Exercise data
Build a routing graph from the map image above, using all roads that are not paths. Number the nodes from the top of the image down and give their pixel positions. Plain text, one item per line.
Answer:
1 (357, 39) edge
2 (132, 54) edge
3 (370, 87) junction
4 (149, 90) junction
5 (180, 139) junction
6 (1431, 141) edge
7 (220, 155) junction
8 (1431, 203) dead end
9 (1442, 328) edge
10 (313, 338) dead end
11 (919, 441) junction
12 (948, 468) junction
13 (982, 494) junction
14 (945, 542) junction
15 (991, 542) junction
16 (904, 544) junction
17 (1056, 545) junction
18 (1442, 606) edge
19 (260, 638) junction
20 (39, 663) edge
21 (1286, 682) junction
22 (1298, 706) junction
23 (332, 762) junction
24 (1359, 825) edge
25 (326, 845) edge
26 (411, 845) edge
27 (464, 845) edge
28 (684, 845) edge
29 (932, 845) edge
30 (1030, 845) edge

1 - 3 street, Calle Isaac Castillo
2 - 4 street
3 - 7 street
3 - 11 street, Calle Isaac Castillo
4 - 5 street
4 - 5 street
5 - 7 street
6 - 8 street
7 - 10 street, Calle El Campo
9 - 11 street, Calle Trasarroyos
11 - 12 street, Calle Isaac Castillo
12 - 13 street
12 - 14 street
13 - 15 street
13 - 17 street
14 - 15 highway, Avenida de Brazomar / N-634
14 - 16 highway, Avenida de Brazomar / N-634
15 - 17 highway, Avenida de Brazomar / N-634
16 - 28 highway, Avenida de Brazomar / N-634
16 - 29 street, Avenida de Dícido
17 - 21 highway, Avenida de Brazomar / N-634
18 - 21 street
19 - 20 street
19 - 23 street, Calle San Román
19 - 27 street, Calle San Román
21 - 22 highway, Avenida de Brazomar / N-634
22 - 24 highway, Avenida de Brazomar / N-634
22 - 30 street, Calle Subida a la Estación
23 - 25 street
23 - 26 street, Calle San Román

What the exercise asks
Report each line of the records that holds the word "Avenida".

The completed task
14 - 15 highway, Avenida de Brazomar / N-634
14 - 16 highway, Avenida de Brazomar / N-634
15 - 17 highway, Avenida de Brazomar / N-634
16 - 28 highway, Avenida de Brazomar / N-634
16 - 29 street, Avenida de Dícido
17 - 21 highway, Avenida de Brazomar / N-634
21 - 22 highway, Avenida de Brazomar / N-634
22 - 24 highway, Avenida de Brazomar / N-634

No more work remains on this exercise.